When Lauren Polak went into the Registrar’s Office to request transcripts, she was surprised to hear it would cost her $105 for seven transcripts.
“I had just been in there a few weeks before, and it was only $4 in office to pick them up,” she said. “And then she’s telling me it’s going to be $15 if you want them in your hand, and I was thinking, ‘Oh my goodness that’s a lot of money for seven transcripts.’”
Polak, an alumna who graduated in 2007, was recently laid off from her teaching job and needed transcripts to apply for jobs.
Registrar Kathie Beaty said the price of requesting a transcript to be mailed somewhere went from $4 to $7. If students want to immediately get their transcripts from the office, it will cost them $15 per transcript, a $9 increase.
The prices were raised about two weeks ago.
“A lot of people want to come in and walk out with their transcripts,” Beaty said. “It means that people have to stop what they’re doing and handle that transcript.”
However, Polak said because she lives in Peoria Heights, it’s easy for her to go to the Registrar’s Office and pick up her transcripts.
“It’s more convenient to go there and send them off than for them to send them to me and have to wait to send them off,” she said.

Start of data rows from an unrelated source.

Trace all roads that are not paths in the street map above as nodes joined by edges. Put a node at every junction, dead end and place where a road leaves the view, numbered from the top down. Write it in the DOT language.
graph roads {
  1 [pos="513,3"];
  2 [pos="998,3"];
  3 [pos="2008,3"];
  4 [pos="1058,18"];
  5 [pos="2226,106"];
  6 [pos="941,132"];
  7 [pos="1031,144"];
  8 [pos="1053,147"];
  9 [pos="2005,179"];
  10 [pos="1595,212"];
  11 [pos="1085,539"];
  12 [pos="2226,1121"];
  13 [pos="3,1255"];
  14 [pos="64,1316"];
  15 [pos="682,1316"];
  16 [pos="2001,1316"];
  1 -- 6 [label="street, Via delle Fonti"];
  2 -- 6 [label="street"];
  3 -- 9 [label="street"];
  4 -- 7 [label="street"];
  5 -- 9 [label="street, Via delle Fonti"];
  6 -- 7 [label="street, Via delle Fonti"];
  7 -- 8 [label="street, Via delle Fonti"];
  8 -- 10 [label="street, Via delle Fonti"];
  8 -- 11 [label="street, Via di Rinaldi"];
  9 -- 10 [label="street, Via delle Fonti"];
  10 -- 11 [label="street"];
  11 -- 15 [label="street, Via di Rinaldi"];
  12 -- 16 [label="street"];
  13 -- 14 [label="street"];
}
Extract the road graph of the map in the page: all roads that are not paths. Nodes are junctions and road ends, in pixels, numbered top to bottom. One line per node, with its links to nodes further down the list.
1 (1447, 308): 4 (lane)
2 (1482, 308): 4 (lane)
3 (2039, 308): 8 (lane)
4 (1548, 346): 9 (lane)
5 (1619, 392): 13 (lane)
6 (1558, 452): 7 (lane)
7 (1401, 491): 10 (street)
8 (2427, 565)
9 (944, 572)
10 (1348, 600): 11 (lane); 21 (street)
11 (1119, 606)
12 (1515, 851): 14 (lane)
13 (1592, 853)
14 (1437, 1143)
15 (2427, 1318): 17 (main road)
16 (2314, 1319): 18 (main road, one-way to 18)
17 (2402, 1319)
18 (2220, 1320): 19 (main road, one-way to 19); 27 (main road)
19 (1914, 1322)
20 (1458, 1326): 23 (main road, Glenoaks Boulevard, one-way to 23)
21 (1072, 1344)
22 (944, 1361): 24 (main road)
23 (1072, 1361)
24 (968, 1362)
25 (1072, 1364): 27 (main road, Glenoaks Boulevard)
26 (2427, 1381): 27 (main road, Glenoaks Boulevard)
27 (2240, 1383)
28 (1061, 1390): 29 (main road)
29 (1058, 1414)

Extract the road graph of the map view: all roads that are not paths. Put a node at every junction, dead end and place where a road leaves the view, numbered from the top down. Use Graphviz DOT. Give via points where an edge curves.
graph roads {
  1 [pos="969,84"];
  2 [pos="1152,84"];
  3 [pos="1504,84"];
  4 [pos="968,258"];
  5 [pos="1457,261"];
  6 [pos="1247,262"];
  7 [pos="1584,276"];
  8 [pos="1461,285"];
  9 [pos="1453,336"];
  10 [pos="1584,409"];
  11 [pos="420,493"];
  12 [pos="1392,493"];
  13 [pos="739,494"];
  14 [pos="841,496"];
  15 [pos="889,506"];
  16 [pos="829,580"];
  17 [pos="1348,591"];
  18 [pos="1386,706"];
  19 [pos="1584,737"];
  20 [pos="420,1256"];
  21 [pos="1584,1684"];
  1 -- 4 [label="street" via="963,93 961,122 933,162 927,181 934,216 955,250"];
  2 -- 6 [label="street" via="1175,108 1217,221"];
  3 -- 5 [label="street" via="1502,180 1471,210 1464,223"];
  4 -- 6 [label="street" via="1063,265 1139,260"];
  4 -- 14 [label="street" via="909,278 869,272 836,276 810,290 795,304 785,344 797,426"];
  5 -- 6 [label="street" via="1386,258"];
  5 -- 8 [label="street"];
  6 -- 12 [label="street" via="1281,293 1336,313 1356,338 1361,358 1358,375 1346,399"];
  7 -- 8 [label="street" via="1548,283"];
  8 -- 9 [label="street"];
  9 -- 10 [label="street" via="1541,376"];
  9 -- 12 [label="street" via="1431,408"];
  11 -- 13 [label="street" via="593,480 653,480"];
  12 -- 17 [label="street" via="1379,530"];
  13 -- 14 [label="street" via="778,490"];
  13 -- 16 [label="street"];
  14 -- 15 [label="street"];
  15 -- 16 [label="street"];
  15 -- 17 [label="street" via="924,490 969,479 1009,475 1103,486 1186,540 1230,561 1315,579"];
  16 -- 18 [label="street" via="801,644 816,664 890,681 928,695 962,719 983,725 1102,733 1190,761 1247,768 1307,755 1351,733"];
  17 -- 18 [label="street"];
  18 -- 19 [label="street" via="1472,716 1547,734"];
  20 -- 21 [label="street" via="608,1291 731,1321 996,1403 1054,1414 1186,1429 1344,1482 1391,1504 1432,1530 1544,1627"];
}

Beaty said the new prices are comparable to those of other universities, which usually charge $10 or $15.
“We realized that by raising our cost of transcript it was not going to be out of the norm,” Beaty said.
Beaty said the Registrar’s Office has been doing research about transcript prices for about three or four years.
“The price of the transcript has been the same since the early ’90s,” she said. “It’s been between 15 and 20 years, and everything is more expensive now.”
Beaty said the cost of postage has gone up, and it is expensive to purchase security paper.
Security paper “has things embedded in it that make it very difficult for people to fraudulently create transcripts of their own or make copies of it,” she said.
Beaty said she isn’t sure exactly where the money from the transcripts go.
“Eventually it does trickle down to us,” she said. “It probably goes for operating and eventually, yes, it would have an effect on my office.”